I am trying to mess around with compute shaders, and having a bit of trouble setting this up.
Quick requirements:
- This is not something that needs to run in frame time.
- The shader is supposed to be run Loots of times, between 7000 - 15000 times.
- Each call takes around 0.1 MS to the shader
- GetData takes 13ms → this balloons the time immensely, since they are currently being run sequentially (this is probably mistake number one)
The compute takes around 1MB of input as 3D Texture (or 3D array) and outputs two arrays of points with around 3mb-4mb
Right now my way has been something like the following:
public void Test()
{
var compute = ....
var buffer = new ComputeBuffer(1000000, ComputeHelper.GetStride<float3>(), ComputeBufferType.Structured);
var buffer2 = new ComputeBuffer(1000000, ComputeHelper.GetStride<float3>(), ComputeBufferType.Structured);
for (int i = 0; i < 15000; i++) {
RenderTexture input = GetInput(i);
compute.SetBuffer(0, "outputa", buffer);
compute.SetBuffer(0, "outputb", buffer2);
compute.DispatchThreads(Dim.X, Dim.Y, Dim.Z);
var testDataA = new float3[1000000];
var testDataB = new float3[1000000];
bufferA.GetData(testDataA);
bufferB.GetData(testDataB);
Process(testDataA, testDataB);
}
}
This is screaming at me that I am doing something wrong.
According to my tests the bulk of the time is being spend on the GetData bits (from 15ms - 23ms) per run.All the rest finishes in under 1 ms!
My question is, what is the right right approach to do this?
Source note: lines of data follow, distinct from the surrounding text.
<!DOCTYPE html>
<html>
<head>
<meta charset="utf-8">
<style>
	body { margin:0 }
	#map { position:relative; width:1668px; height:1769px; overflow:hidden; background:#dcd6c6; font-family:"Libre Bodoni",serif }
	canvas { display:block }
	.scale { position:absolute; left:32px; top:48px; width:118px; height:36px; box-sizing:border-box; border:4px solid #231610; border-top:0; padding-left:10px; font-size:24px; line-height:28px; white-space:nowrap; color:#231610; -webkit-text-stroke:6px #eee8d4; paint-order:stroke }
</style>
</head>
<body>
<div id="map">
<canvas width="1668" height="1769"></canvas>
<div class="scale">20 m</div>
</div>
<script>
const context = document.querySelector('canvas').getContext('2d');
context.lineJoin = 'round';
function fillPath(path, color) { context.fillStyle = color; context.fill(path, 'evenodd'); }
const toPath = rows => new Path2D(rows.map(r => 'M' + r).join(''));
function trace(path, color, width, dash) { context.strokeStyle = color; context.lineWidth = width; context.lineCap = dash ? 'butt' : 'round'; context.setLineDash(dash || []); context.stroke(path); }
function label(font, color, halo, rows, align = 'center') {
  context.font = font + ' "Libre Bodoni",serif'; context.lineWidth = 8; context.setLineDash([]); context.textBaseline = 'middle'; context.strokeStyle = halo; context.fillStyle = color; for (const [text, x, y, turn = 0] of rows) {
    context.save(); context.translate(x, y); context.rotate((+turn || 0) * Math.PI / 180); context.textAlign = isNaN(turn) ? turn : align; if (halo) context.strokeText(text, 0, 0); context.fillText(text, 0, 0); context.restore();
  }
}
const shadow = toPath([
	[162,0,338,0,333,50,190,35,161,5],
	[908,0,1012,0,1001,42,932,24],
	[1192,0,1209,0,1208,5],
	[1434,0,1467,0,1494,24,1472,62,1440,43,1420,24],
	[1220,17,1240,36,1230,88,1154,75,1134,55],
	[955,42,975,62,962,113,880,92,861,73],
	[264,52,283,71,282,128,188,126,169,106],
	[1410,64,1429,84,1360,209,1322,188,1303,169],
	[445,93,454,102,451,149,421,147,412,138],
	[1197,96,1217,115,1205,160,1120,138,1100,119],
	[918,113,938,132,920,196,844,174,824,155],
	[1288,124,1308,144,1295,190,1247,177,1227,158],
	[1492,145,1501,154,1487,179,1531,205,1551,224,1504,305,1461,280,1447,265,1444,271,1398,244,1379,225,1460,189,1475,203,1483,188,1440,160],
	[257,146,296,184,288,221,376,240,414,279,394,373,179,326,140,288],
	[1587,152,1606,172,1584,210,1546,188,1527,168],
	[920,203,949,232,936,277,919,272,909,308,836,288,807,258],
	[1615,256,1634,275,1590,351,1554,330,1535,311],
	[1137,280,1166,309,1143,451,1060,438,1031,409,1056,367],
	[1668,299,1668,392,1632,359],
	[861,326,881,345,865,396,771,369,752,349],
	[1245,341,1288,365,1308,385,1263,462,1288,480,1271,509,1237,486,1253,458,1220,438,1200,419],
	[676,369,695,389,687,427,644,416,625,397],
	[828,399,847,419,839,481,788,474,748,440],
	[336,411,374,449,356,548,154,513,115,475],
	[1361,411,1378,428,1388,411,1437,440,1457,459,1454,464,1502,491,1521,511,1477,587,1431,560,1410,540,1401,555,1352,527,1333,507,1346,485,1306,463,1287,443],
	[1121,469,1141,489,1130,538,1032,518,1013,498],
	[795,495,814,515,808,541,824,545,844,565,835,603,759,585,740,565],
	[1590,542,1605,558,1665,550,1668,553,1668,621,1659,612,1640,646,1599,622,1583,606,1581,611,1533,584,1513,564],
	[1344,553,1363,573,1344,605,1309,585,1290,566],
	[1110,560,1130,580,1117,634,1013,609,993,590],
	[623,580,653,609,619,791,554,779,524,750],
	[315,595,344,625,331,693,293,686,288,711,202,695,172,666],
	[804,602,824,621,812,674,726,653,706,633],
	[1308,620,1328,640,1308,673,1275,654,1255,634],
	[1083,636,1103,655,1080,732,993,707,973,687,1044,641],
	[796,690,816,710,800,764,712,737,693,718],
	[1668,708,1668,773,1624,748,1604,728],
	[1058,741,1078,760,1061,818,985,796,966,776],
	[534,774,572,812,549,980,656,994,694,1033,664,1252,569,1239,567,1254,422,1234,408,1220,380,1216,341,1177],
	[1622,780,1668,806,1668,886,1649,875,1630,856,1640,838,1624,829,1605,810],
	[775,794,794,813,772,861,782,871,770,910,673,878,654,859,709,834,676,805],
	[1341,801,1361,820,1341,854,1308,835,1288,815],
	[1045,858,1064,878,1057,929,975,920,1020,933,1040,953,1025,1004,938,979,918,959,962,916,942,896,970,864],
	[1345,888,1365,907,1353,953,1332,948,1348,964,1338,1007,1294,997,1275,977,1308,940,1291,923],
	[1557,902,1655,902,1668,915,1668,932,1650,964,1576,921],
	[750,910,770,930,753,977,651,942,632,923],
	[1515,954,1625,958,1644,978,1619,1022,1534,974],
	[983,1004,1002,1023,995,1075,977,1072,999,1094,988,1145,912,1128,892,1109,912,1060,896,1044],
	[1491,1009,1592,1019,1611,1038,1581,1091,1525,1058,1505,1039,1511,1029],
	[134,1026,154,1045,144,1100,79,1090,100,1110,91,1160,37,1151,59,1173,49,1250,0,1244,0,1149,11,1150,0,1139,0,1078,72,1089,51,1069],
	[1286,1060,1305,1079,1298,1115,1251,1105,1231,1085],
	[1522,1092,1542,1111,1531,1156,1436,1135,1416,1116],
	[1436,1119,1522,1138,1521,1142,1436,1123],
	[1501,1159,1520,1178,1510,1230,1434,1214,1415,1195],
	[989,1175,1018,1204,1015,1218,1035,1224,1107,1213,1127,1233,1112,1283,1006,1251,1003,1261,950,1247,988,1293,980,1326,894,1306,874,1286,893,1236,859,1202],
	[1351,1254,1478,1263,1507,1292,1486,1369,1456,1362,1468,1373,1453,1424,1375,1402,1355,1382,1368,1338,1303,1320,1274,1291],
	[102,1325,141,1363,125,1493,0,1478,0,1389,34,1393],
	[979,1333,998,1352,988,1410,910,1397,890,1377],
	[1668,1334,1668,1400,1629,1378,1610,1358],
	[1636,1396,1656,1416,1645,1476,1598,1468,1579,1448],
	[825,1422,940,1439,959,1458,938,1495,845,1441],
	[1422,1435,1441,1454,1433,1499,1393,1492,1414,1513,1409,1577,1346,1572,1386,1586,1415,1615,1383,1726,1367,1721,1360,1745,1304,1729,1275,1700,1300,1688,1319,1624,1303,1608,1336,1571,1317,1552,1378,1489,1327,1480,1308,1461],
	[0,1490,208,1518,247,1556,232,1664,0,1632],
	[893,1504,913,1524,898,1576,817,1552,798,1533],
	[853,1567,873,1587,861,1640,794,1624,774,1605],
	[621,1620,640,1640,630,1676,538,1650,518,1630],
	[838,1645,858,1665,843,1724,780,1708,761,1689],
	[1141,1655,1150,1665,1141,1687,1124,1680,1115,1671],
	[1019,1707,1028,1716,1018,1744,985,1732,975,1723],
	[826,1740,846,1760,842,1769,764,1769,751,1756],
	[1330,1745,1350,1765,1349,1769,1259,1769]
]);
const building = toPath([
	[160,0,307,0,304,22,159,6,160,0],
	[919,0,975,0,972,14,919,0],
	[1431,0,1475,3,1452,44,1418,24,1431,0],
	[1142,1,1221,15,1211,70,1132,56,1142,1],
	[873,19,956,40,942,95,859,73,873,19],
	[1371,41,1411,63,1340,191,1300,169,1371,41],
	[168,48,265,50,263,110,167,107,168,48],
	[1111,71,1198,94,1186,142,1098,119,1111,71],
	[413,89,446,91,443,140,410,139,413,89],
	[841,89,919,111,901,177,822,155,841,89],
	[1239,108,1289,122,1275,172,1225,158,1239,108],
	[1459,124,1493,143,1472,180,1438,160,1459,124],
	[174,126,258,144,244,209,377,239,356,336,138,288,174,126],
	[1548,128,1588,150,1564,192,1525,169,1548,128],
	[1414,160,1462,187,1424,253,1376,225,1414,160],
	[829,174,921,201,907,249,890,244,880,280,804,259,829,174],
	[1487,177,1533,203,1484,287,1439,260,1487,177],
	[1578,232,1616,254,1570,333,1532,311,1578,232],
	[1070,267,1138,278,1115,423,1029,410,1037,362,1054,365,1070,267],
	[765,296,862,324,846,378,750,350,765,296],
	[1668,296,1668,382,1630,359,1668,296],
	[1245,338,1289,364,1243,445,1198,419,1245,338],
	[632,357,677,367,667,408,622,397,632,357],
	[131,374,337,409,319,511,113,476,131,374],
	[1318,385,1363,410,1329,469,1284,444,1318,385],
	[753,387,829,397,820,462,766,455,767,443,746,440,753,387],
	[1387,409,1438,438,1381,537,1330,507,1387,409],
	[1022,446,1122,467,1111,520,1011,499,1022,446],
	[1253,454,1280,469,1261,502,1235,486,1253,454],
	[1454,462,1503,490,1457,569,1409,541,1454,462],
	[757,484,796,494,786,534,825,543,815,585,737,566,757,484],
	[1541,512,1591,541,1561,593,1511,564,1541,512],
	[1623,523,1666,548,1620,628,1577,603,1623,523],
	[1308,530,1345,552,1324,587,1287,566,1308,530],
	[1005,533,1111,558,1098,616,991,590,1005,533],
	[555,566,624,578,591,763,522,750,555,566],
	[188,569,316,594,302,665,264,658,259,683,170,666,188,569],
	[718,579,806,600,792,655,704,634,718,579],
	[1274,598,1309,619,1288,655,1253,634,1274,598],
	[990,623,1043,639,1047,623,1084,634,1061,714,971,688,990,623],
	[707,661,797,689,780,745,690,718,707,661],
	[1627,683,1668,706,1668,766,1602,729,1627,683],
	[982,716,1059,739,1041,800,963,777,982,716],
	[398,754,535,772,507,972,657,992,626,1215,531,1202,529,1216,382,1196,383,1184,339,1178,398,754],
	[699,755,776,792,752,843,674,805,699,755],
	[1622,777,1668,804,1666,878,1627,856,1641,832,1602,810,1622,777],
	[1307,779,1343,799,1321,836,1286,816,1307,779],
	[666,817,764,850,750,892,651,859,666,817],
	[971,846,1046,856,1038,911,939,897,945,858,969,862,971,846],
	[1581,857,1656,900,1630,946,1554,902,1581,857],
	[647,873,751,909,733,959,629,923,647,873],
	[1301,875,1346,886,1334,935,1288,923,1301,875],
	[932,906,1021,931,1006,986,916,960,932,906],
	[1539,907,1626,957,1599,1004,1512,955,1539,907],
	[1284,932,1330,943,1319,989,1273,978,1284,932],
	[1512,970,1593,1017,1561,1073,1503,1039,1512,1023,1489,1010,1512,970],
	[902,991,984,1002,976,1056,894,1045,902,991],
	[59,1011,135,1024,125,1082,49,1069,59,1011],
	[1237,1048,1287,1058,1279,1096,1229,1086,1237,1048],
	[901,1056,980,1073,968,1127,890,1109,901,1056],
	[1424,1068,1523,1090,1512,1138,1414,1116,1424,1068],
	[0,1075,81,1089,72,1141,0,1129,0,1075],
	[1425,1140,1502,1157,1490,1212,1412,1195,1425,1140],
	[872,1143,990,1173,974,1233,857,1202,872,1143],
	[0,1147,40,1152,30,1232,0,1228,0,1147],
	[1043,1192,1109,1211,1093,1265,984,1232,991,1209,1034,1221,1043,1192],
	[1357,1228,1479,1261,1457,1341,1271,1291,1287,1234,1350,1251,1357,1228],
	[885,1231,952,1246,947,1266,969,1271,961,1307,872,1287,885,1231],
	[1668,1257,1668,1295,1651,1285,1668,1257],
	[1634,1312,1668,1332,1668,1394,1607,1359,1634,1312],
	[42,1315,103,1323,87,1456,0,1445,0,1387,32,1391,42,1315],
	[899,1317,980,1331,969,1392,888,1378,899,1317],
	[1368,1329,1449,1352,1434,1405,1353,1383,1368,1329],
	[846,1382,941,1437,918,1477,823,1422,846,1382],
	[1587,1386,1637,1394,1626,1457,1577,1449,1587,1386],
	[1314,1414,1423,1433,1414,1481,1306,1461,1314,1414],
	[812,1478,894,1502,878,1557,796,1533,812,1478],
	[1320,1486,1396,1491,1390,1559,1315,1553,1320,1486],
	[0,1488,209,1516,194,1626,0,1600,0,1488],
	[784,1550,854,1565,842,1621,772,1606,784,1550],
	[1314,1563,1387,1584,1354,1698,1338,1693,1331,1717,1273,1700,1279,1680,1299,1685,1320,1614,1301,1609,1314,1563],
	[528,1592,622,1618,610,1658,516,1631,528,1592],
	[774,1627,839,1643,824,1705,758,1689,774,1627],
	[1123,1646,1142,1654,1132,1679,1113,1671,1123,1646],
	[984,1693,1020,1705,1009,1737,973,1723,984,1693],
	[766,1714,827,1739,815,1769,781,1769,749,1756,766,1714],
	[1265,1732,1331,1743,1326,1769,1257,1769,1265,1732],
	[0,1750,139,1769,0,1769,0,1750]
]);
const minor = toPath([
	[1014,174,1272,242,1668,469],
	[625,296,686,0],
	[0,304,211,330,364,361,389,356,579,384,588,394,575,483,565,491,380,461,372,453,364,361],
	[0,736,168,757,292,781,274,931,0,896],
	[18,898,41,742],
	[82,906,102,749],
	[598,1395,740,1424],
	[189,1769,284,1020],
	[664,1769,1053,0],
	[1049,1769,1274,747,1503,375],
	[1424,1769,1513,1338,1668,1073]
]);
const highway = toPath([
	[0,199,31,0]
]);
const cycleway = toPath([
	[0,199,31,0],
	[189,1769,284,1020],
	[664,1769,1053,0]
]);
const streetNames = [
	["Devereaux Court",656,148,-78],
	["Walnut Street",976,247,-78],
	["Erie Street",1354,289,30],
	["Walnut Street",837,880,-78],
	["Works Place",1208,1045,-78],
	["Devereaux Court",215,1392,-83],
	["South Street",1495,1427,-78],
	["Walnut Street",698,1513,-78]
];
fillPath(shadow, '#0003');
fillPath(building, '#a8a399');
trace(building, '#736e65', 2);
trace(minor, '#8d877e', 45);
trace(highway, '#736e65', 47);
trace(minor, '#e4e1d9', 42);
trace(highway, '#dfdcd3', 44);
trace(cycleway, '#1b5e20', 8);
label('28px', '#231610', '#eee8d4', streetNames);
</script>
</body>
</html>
Can I dispatch multiple parallel compute shaders and then somewhat wait for the GetData for all of them in one go? Do I need multiple instances of the same compute to be able to do this?
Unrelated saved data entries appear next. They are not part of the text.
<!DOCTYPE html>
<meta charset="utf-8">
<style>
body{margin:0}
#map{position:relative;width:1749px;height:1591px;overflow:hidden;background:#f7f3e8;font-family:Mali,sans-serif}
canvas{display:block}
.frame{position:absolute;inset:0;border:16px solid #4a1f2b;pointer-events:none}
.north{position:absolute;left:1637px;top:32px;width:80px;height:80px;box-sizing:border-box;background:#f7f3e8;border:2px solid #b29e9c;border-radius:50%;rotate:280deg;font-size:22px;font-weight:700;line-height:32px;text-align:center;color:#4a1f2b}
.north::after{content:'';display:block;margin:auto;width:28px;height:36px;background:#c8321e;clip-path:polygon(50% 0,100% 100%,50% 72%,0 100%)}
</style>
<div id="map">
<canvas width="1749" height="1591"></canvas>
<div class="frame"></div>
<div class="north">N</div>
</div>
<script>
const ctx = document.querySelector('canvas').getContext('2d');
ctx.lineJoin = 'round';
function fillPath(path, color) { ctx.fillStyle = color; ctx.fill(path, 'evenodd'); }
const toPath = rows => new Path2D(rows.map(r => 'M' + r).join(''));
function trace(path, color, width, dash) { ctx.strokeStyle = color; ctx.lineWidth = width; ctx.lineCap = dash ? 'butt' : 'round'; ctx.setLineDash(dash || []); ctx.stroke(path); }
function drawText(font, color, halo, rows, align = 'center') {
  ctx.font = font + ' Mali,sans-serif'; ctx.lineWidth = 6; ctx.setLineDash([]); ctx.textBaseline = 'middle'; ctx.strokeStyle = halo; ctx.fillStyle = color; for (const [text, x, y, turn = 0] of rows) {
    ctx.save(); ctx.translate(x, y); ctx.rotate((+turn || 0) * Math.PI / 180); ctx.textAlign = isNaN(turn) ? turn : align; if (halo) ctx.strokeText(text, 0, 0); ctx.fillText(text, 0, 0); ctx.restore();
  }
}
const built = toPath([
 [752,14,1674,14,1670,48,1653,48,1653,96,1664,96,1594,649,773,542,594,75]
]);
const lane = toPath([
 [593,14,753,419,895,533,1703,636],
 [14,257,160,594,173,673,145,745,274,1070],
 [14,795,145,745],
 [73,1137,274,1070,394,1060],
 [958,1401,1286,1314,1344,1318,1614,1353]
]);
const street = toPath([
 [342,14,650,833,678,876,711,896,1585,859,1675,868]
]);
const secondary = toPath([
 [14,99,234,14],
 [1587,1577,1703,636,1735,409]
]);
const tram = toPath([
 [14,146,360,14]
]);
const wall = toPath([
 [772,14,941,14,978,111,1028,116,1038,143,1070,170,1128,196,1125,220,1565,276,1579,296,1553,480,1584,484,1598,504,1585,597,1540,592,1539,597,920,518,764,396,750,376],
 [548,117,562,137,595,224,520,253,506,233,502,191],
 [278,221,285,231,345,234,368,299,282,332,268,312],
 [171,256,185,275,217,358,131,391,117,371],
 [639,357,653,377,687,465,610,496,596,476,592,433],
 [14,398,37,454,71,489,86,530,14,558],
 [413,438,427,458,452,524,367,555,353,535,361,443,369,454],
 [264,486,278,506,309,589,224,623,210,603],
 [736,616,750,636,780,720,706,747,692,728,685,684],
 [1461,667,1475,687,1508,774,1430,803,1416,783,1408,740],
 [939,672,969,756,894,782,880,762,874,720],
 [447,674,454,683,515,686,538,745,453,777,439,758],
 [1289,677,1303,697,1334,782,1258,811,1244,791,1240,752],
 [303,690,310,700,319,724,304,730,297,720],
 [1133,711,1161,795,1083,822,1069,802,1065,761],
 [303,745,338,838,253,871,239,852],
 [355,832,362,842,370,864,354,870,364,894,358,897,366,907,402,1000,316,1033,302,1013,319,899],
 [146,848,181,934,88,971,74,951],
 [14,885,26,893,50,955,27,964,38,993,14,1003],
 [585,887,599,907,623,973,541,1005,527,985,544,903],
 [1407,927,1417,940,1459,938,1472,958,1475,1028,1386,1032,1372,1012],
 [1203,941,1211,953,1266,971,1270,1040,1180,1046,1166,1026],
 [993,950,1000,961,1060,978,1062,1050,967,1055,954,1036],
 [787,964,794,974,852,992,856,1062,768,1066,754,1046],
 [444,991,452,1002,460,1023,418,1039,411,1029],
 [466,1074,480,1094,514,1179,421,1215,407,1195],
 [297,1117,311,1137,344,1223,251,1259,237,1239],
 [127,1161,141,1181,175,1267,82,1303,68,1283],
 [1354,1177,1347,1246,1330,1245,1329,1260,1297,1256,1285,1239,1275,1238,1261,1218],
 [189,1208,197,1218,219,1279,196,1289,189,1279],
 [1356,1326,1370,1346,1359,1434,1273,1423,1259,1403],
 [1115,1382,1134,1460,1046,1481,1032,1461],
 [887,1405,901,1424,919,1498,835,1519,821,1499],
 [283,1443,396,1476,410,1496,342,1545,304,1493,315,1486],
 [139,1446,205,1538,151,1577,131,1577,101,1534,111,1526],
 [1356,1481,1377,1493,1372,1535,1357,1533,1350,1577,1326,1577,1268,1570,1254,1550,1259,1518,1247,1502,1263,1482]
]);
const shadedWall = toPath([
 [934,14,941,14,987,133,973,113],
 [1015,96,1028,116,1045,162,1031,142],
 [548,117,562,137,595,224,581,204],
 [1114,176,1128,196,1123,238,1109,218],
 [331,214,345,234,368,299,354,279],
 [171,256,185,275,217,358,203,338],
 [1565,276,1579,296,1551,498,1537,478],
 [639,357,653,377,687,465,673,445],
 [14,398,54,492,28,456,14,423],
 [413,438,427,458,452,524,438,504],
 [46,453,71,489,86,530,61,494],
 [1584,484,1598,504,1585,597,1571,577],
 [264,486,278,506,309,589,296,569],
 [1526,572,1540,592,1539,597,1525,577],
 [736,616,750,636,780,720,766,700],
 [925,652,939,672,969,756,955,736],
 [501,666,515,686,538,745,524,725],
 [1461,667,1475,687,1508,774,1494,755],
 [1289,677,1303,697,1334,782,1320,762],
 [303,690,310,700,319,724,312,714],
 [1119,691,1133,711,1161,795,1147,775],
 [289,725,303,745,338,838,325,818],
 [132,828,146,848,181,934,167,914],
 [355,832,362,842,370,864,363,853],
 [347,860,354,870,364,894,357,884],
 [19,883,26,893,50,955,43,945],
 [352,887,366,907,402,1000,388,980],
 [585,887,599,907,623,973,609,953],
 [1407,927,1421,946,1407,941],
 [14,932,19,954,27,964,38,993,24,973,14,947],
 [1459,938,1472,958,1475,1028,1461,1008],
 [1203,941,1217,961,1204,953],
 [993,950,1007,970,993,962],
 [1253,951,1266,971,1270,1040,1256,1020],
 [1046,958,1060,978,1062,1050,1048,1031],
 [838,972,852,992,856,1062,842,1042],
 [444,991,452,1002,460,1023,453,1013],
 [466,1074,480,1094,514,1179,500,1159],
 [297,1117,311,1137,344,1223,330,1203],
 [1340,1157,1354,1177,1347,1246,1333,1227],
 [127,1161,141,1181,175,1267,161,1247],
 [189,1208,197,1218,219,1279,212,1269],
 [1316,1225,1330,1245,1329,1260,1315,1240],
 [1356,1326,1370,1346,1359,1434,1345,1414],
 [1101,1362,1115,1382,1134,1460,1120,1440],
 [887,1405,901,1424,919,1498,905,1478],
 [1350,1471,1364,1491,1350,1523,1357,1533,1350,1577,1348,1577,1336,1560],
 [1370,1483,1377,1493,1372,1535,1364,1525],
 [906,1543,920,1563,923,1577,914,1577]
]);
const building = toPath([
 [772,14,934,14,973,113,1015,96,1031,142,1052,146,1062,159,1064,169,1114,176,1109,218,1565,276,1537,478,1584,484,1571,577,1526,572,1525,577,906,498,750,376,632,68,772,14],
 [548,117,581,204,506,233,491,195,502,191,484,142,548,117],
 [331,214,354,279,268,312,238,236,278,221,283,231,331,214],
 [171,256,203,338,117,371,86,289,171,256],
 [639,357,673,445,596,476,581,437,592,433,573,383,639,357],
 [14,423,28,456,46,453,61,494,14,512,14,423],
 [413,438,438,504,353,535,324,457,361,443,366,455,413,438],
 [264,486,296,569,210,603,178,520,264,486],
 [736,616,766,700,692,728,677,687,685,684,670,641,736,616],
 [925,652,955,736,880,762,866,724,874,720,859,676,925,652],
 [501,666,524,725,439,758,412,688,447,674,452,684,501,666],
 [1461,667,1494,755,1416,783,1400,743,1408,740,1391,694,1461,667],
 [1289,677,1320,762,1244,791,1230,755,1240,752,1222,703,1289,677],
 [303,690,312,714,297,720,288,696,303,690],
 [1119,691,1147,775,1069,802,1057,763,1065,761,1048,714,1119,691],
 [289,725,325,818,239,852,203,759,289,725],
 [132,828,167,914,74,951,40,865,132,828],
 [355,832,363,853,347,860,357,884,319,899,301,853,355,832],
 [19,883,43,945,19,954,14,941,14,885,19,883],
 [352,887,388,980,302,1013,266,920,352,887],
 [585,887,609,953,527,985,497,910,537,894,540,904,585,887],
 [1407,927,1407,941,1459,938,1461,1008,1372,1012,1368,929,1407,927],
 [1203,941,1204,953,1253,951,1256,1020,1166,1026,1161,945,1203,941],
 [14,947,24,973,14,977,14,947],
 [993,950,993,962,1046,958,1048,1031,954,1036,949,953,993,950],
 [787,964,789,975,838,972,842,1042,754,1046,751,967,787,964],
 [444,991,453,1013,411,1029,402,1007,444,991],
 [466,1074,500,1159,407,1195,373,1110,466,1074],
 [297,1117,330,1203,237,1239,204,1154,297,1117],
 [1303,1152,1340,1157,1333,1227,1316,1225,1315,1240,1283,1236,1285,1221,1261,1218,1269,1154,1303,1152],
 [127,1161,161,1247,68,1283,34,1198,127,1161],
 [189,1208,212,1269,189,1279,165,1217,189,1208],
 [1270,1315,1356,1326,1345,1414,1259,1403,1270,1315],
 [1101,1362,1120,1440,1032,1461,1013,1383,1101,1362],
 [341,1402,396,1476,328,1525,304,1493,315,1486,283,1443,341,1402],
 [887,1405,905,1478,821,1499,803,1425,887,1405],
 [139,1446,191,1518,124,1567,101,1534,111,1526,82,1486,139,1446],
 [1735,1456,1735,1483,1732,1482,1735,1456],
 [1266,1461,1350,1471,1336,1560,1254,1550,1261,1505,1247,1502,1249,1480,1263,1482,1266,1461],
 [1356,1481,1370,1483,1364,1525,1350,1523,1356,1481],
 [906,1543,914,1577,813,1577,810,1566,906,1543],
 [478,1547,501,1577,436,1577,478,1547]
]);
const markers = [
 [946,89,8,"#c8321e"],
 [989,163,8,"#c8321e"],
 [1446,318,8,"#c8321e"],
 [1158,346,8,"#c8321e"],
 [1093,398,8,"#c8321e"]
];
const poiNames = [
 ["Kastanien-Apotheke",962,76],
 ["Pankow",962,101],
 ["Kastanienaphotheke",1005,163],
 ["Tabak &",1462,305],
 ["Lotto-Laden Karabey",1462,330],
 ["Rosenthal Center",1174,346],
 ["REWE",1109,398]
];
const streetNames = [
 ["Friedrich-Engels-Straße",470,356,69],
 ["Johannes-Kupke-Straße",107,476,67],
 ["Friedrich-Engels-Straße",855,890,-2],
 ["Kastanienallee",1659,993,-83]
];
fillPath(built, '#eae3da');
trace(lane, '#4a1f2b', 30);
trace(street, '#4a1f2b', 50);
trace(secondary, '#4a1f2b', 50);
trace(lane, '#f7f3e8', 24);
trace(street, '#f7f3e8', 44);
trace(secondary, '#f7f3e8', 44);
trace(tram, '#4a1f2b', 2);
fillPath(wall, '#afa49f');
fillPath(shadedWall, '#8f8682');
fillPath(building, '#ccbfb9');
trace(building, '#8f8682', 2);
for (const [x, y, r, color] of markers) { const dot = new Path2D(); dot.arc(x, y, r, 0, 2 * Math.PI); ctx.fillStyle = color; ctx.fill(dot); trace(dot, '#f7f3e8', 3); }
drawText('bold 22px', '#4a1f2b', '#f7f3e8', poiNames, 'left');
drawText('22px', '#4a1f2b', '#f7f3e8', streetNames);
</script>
Is RequestReadAsync callback any use in this case - I was reading a post and it says you can only do 3-4 Requests per frame (even though this is supposed to be run in editor most of the time)?
I cant seem to find any good examples of doing something like this and I am quite new, so any pointers would be great.
The compute shader is not that expensive to run and is working on very minimal sets of data, but I do need this data on the CPU side for a bit.